▶ **Exercise**
Please copy out every line in the records below that includes the word "highway".

Start of Dataset records

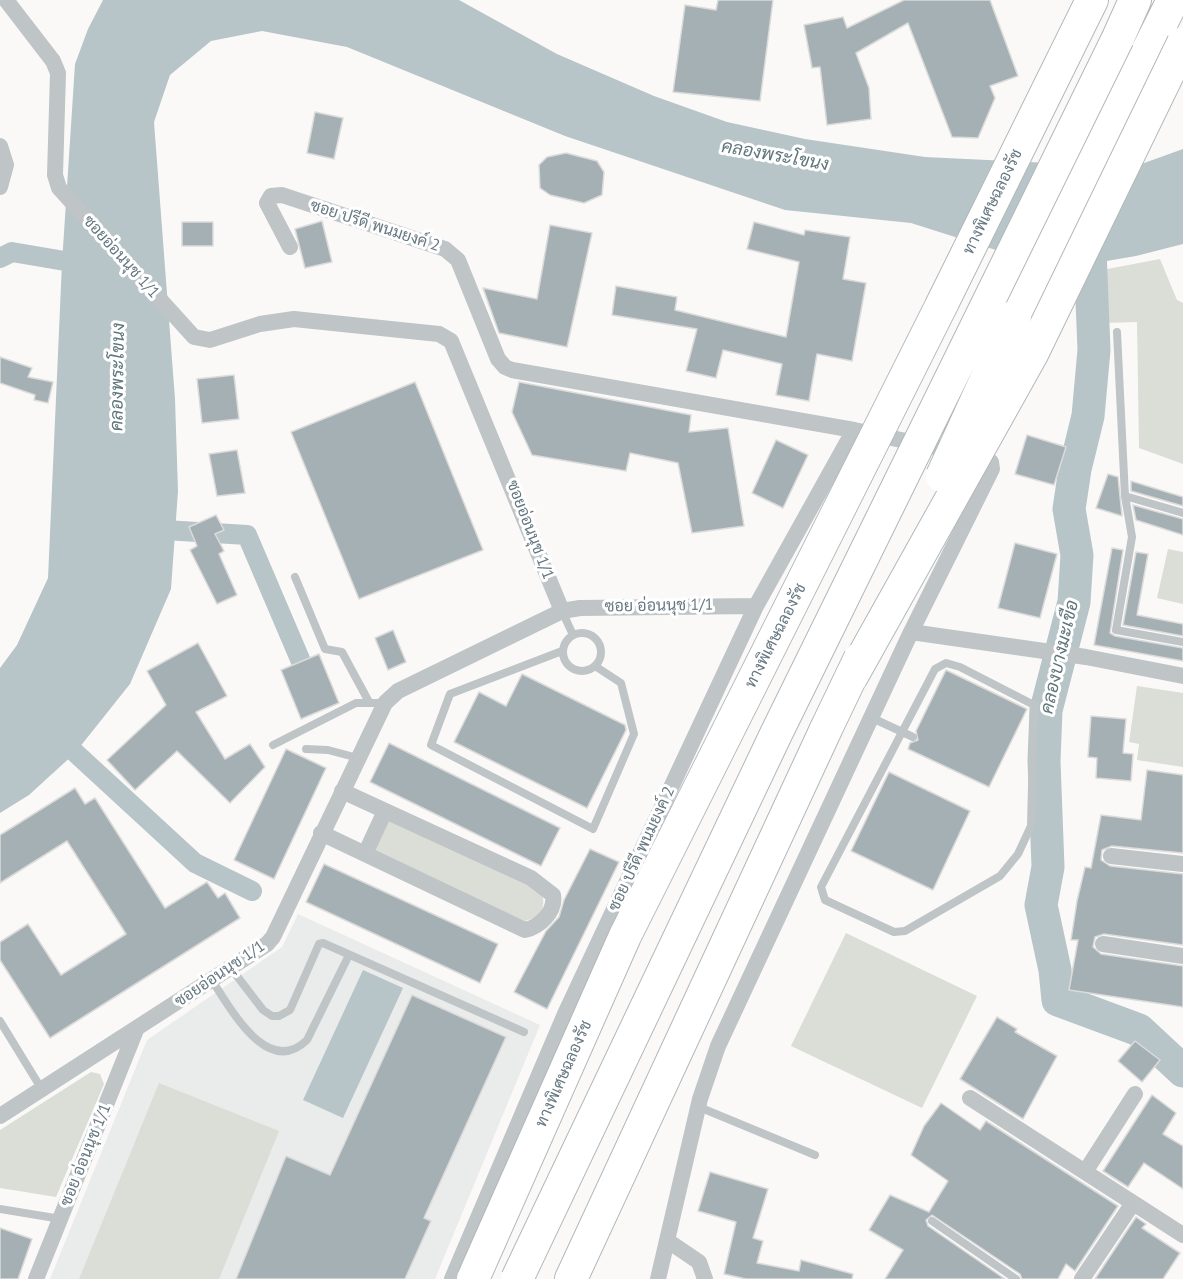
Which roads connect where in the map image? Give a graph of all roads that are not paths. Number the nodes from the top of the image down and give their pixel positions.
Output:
1 (6, 0) edge
2 (1092, 0) edge
3 (1135, 0) edge
4 (1173, 0) edge
5 (1082, 14) edge
6 (1183, 43) edge
7 (0, 146) edge
8 (0, 187) edge
9 (290, 247) dead end
10 (1117, 332) dead end
11 (854, 430) junction
12 (1125, 496) junction
13 (1183, 513) edge
14 (295, 577) dead end
15 (756, 606) junction
16 (562, 611) junction
17 (911, 632) junction
18 (573, 635) junction
19 (1183, 642) edge
20 (562, 651) junction
21 (595, 666) junction
22 (1183, 676) edge
23 (851, 678) junction
24 (377, 702) junction
25 (870, 717) junction
26 (903, 733) junction
27 (914, 737) dead end
28 (273, 745) dead end
29 (306, 749) dead end
30 (358, 758) junction
31 (342, 791) junction
32 (385, 811) junction
33 (321, 833) junction
34 (365, 854) junction
35 (1111, 856) dead end
36 (1183, 864) edge
37 (1104, 944) dead end
38 (349, 955) junction
39 (1183, 956) edge
40 (230, 966) junction
41 (211, 979) junction
42 (0, 1021) edge
43 (136, 1030) junction
44 (524, 1032) dead end
45 (41, 1088) junction
46 (1135, 1095) dead end
47 (970, 1098) dead end
48 (699, 1107) junction
49 (0, 1116) edge
50 (815, 1155) dead end
51 (1085, 1172) junction
52 (1133, 1203) junction
53 (0, 1209) edge
54 (61, 1219) junction
55 (932, 1221) dead end
56 (1183, 1235) edge
57 (668, 1241) junction
58 (36, 1279) edge
59 (452, 1279) edge
60 (474, 1279) edge
61 (517, 1279) edge
62 (571, 1279) edge
63 (658, 1279) edge
64 (705, 1279) edge
65 (1016, 1279) edge
66 (1082, 1279) edge

1 - 16 street, ซอยอ่อนนุช 1/1
2 - 5 highway, ทางพิเศษฉลองรัช
3 - 61 highway, bridge
4 - 23 highway, bridge
5 - 60 highway, ทางพิเศษฉลองรัช, bridge
6 - 23 highway, bridge
7 - 8 street
9 - 11 street, ซอย ปรีดี พนมยงค์ 2
10 - 12 lane
11 - 15 street, ซอย ปรีดี พนมยงค์ 2
11 - 17 street, ซอย ปรีดี พนมยงค์ 2
12 - 13 lane
12 - 19 lane
14 - 24 lane
15 - 16 street, ซอย อ่อนนุช 1/1
15 - 59 street, ซอย ปรีดี พนมยงค์ 2
16 - 18 lane
16 - 24 street, ซอยอ่อนนุช 1/1
17 - 22 street
17 - 25 street, ซอย ปรีดี พนมยงค์ 2
18 - 20 lane
18 - 21 lane
20 - 21 lane
20 - 21 lane
23 - 62 highway, bridge
24 - 28 lane
24 - 30 street, ซอยอ่อนนุช 1/1
25 - 26 lane
25 - 48 street, ซอย ปรีดี พนมยงค์ 2
26 - 26 lane
26 - 27 lane
29 - 30 lane
30 - 31 street, ซอยอ่อนนุช 1/1
31 - 32 street
31 - 33 street, ซอยอ่อนนุช 1/1
32 - 34 street
32 - 34 street
33 - 34 street
33 - 40 street, ซอยอ่อนนุช 1/1
35 - 36 street
37 - 39 street
38 - 40 lane
38 - 41 lane
38 - 44 lane
40 - 41 street, ซอยอ่อนนุช 1/1
41 - 43 street, ซอยอ่อนนุช 1/1
42 - 45 lane
43 - 45 street, ซอยอ่อนนุช 1/1
43 - 54 street, ซอย อ่อนนุช 1/1
45 - 49 street, ซอยอ่อนนุช 1/1
46 - 51 street
47 - 51 street
48 - 50 lane
48 - 57 street, ซอย ปรีดี พนมยงค์ 2
51 - 52 street
52 - 56 street
52 - 66 street
53 - 54 lane
54 - 58 street, ซอย อ่อนนุช 1/1
55 - 65 lane
57 - 63 street, ซอย ปรีดี พนมยงค์ 2
57 - 64 street

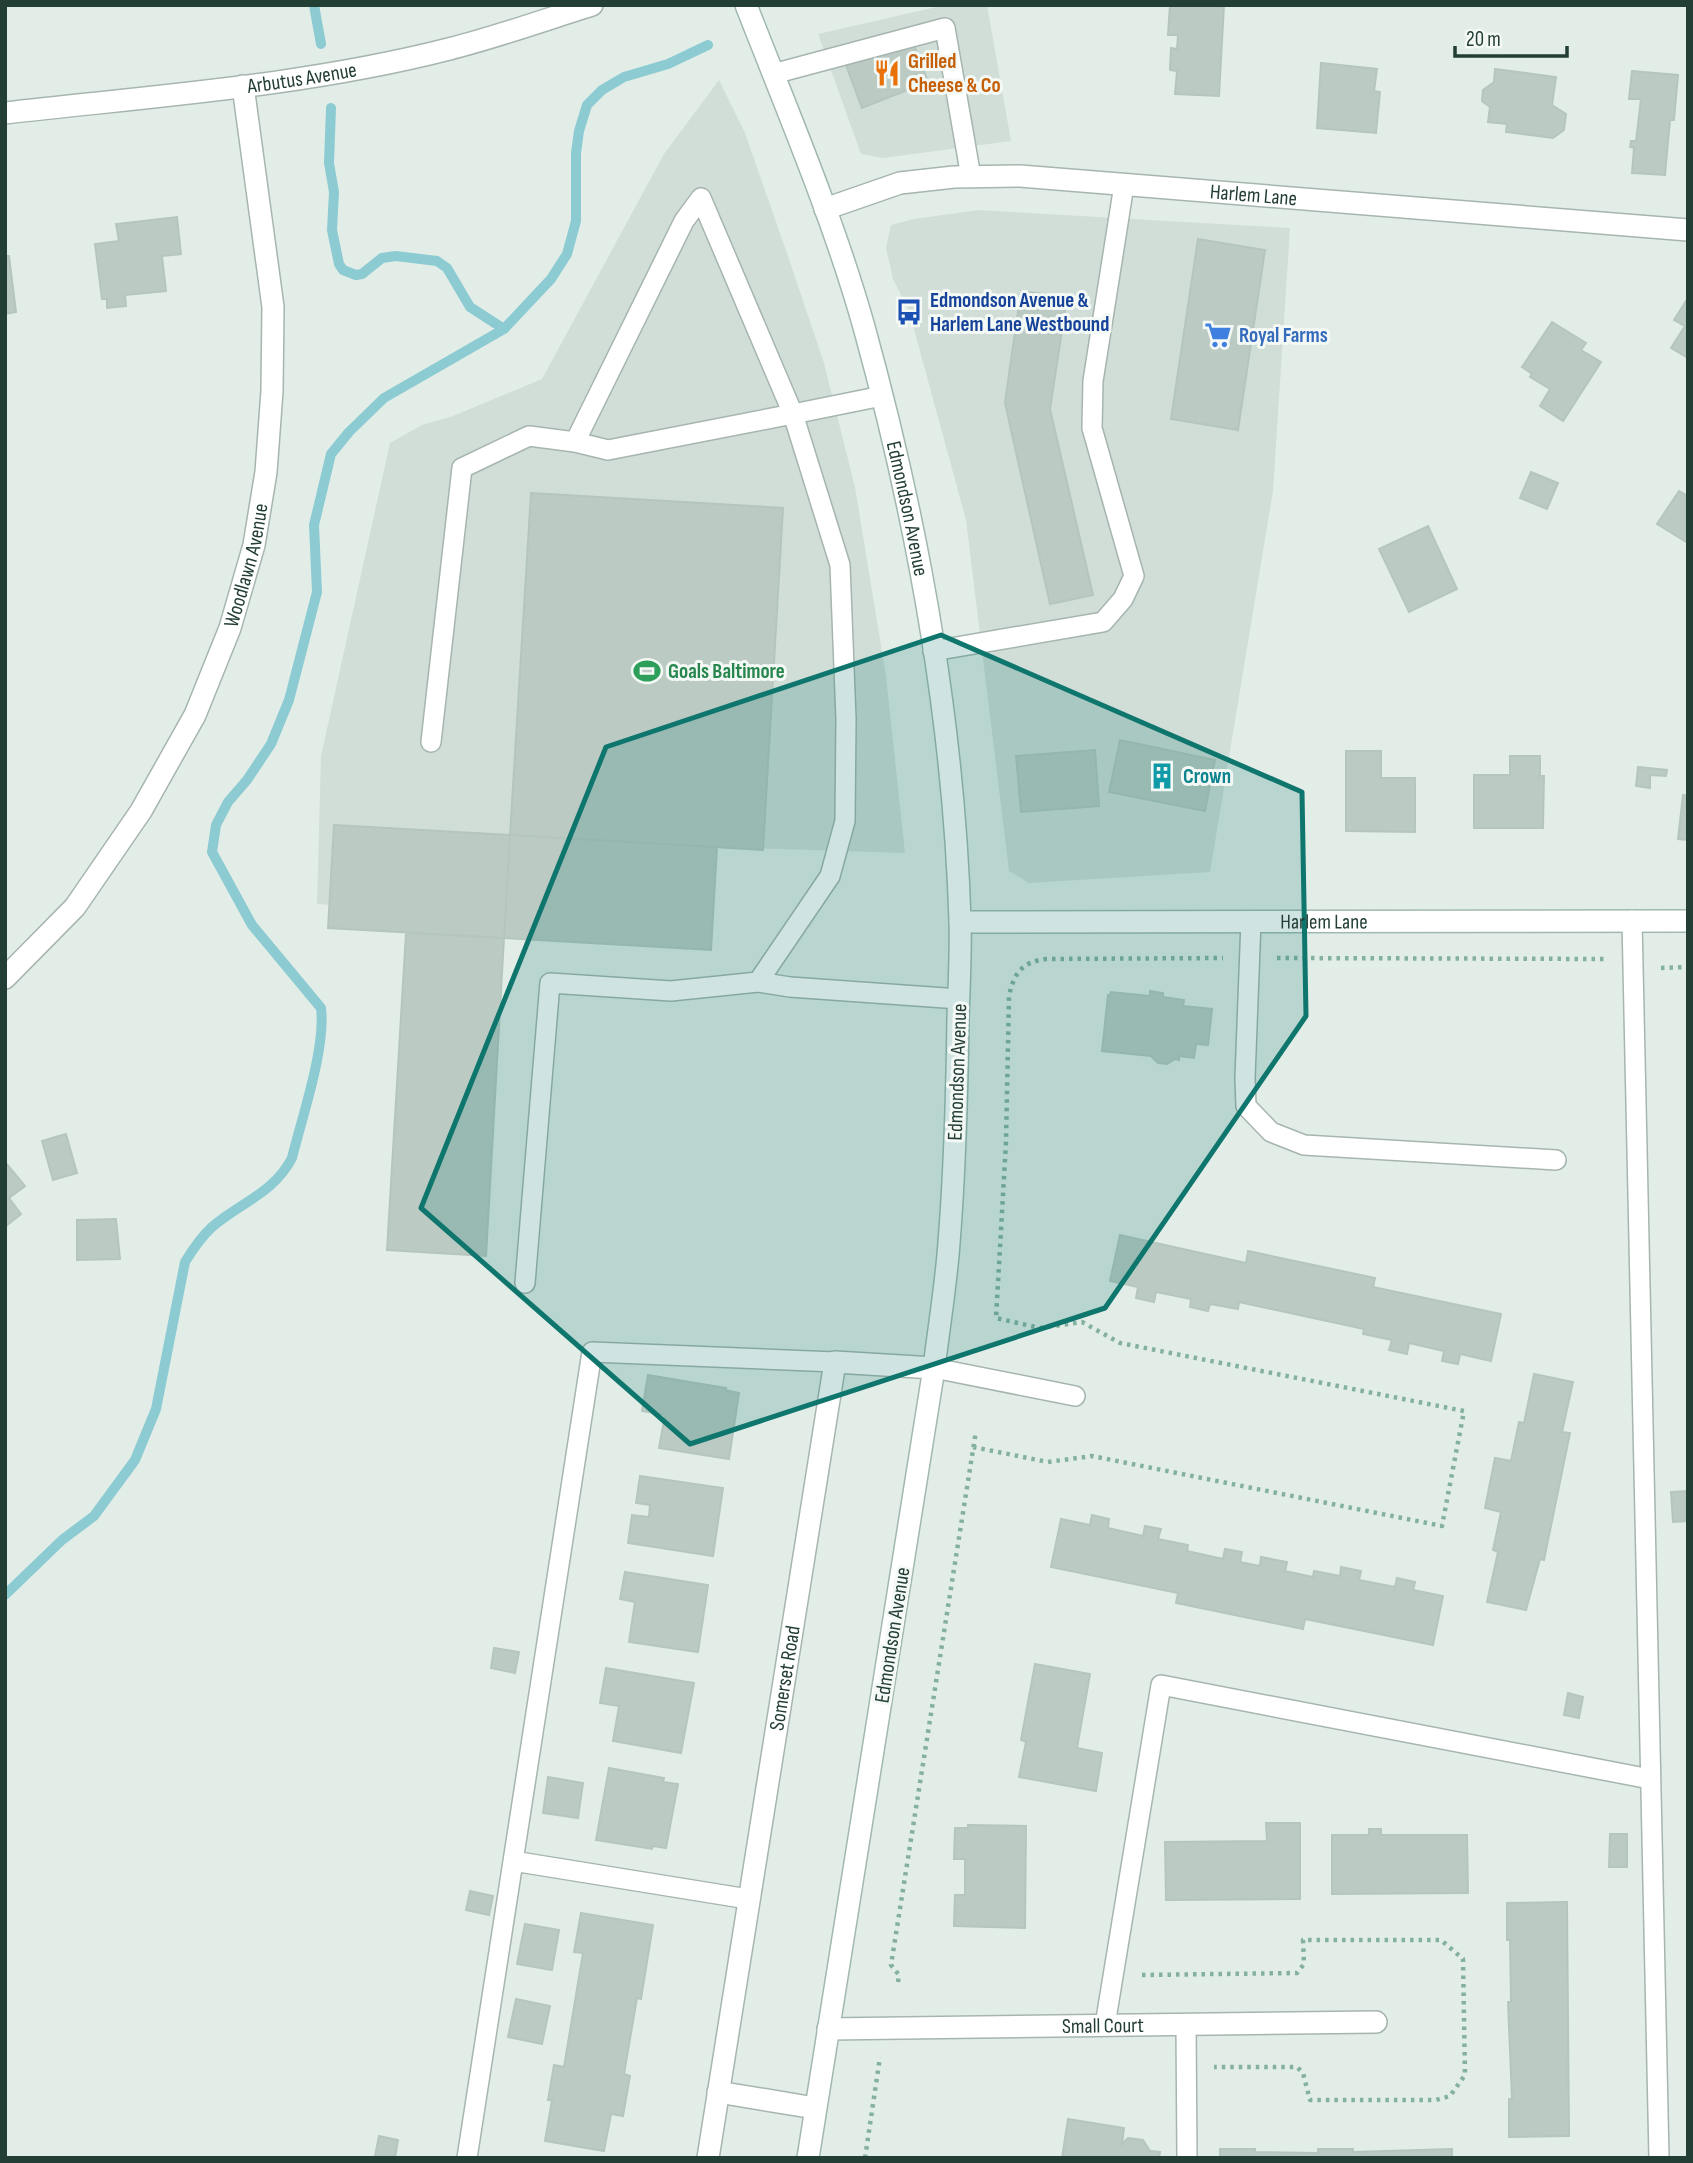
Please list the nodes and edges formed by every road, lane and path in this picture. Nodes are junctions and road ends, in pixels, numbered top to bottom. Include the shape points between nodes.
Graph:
1 (592, 5) edge
2 (746, 5) edge
3 (773, 74) junction
4 (243, 86) junction
5 (5, 113) edge
6 (971, 177) junction
7 (1124, 184) junction
8 (825, 209) junction
9 (1688, 230) edge
10 (882, 396) junction
11 (793, 414) junction
12 (575, 442) junction
13 (933, 652) junction
14 (431, 742) dead end
15 (1632, 920) junction
16 (1251, 921) junction
17 (1688, 921) edge
18 (960, 922) junction
19 (1250, 958) junction
20 (1633, 959) junction
21 (5, 978) edge
22 (758, 982) junction
23 (959, 999) junction
24 (1556, 1160) dead end
25 (525, 1283) dead end
26 (835, 1362) junction
27 (934, 1368) junction
28 (1075, 1396) dead end
29 (976, 1431) dead end
30 (973, 1447) junction
31 (1650, 1779) junction
32 (513, 1861) junction
33 (748, 1899) junction
34 (1114, 1974) junction
35 (898, 1982) dead end
36 (1376, 2022) dead end
37 (1186, 2024) junction
38 (1105, 2025) junction
39 (828, 2029) junction
40 (880, 2057) dead end
41 (1186, 2068) junction
42 (718, 2092) junction
43 (816, 2108) junction
44 (467, 2158) edge
45 (708, 2158) edge
46 (808, 2158) edge
47 (865, 2158) edge
48 (1187, 2158) edge
49 (1659, 2158) edge

1 - 4 street, Arbutus Avenue via 449,49
2 - 3 street, Edmondson Avenue
3 - 6 lane via 945,29
3 - 8 street, Edmondson Avenue
4 - 5 street, Arbutus Avenue
4 - 21 street, Woodlawn Avenue via 273,307 266,472 254,545 230,628 195,715 141,811 75,907
6 - 7 street, Harlem Lane
6 - 8 street, Harlem Lane via 900,183
7 - 9 street, Harlem Lane
7 - 13 lane via 1093,381 1092,428 1134,576 1123,599 1102,622
8 - 10 street, Edmondson Avenue
10 - 11 lane
10 - 13 street, Edmondson Avenue via 919,559
11 - 12 lane via 608,450
11 - 12 lane via 701,198 684,221
11 - 22 lane via 840,565 845,821 830,876
12 - 14 lane via 529,436 462,468
13 - 18 street, Edmondson Avenue via 952,796
15 - 16 street, Harlem Lane
15 - 17 street, Harlem Lane
15 - 20 lane
16 - 18 street, Harlem Lane
16 - 19 lane
18 - 23 street, Edmondson Avenue
19 - 20 path
19 - 24 lane via 1246,1106 1271,1132 1304,1145
19 - 30 path via 1046,959 1032,961 1017,973 1009,996 996,1318 1040,1328 1082,1322 1120,1343 1464,1411 1442,1527 1092,1456 1048,1462
20 - 31 lane
22 - 23 lane
22 - 25 lane via 671,991 550,983
23 - 27 street, Edmondson Avenue via 949,1245
26 - 27 street
26 - 32 lane via 593,1352
26 - 33 street, Somerset Road
27 - 28 lane
27 - 39 street, Edmondson Avenue
29 - 30 path
30 - 35 path via 891,1965 899,1975
31 - 34 lane via 1161,1685
31 - 49 lane
32 - 33 lane
32 - 44 lane
33 - 42 street, Somerset Road
34 - 38 lane
34 - 41 path via 1297,1973 1304,1964 1303,1940 1441,1940 1463,1959 1465,2075 1450,2096 1436,2100 1310,2100 1297,2067
36 - 37 street, Small Court
37 - 38 street, Small Court
37 - 41 lane
38 - 39 street, Small Court
39 - 43 street, Edmondson Avenue
40 - 47 path
41 - 48 lane
42 - 43 street
42 - 45 street, Somerset Road
43 - 46 street, Edmondson Avenue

End of Dataset records

▶ **Reply to the task**
2 - 5 highway, ทางพิเศษฉลองรัช
3 - 61 highway, bridge
4 - 23 highway, bridge
5 - 60 highway, ทางพิเศษฉลองรัช, bridge
6 - 23 highway, bridge
23 - 62 highway, bridge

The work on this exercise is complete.